[[ Material shown, beginning ]]
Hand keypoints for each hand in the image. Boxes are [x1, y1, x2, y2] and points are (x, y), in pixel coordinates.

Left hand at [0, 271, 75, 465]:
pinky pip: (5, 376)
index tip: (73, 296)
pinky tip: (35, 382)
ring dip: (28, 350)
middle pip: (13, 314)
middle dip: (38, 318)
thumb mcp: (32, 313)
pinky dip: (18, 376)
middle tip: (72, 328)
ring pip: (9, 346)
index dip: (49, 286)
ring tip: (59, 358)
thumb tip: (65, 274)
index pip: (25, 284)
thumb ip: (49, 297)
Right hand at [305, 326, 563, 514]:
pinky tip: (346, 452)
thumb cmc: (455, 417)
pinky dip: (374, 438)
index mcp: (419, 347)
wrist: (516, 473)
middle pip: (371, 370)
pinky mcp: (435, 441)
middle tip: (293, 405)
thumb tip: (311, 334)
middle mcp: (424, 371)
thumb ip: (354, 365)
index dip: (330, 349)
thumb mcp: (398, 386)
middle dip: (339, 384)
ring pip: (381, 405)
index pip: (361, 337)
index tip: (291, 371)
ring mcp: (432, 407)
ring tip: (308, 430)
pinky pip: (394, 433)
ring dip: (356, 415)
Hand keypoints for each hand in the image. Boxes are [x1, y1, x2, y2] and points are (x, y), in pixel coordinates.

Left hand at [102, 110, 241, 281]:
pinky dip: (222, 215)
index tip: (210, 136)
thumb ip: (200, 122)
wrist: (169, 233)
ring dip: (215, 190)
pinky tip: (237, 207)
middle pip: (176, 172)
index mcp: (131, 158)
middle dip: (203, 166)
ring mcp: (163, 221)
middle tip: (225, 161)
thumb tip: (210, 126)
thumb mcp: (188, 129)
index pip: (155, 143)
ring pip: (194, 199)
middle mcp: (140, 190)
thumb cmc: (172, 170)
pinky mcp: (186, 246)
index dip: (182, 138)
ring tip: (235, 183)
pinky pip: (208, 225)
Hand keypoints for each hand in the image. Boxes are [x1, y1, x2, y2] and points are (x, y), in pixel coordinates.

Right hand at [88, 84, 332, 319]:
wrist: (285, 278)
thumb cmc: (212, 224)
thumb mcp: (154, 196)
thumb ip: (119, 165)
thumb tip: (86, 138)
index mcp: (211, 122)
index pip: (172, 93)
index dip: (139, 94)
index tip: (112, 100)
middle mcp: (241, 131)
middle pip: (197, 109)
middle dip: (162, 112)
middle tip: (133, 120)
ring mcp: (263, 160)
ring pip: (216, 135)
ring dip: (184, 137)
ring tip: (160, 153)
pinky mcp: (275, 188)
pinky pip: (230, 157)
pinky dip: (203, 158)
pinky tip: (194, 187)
[[ Material shown, end ]]
◆ **Task to carry out**
All lines from the opening of the records through the line where "middle dip: (203, 166)" occurs are to be output verbatim. No other line belongs in the answer.

◆ **Task answer**
Hand keypoints for each hand in the image. Boxes are [x1, y1, x2, y2] and points are (x, y), in pixel coordinates.

Left hand at [0, 271, 75, 465]:
pinky pip: (5, 376)
index tip: (73, 296)
pinky tip: (35, 382)
ring dip: (28, 350)
middle pip: (13, 314)
middle dip: (38, 318)
thumb mcp: (32, 313)
pinky dip: (18, 376)
middle tip: (72, 328)
ring pip: (9, 346)
index dip: (49, 286)
ring tip: (59, 358)
thumb tip: (65, 274)
index pip: (25, 284)
thumb ip: (49, 297)
Right hand at [305, 326, 563, 514]:
pinky tip: (346, 452)
thumb cmc: (455, 417)
pinky dip: (374, 438)
index mcp: (419, 347)
wrist: (516, 473)
middle pip: (371, 370)
pinky mcp: (435, 441)
middle tip: (293, 405)
thumb tip: (311, 334)
middle mcp: (424, 371)
thumb ip: (354, 365)
index dip: (330, 349)
thumb mcp: (398, 386)
middle dip: (339, 384)
ring pip: (381, 405)
index pip: (361, 337)
index tip: (291, 371)
ring mcp: (432, 407)
ring tip: (308, 430)
pinky pip: (394, 433)
ring dip: (356, 415)
Hand keypoints for each hand in the image. Boxes are [x1, y1, x2, y2] and points are (x, y), in pixel coordinates.

Left hand at [102, 110, 241, 281]:
pinky dip: (222, 215)
index tip: (210, 136)
thumb ip: (200, 122)
wrist: (169, 233)
ring dip: (215, 190)
pinky tip: (237, 207)
middle pip: (176, 172)
index mcp: (131, 158)
middle dip: (203, 166)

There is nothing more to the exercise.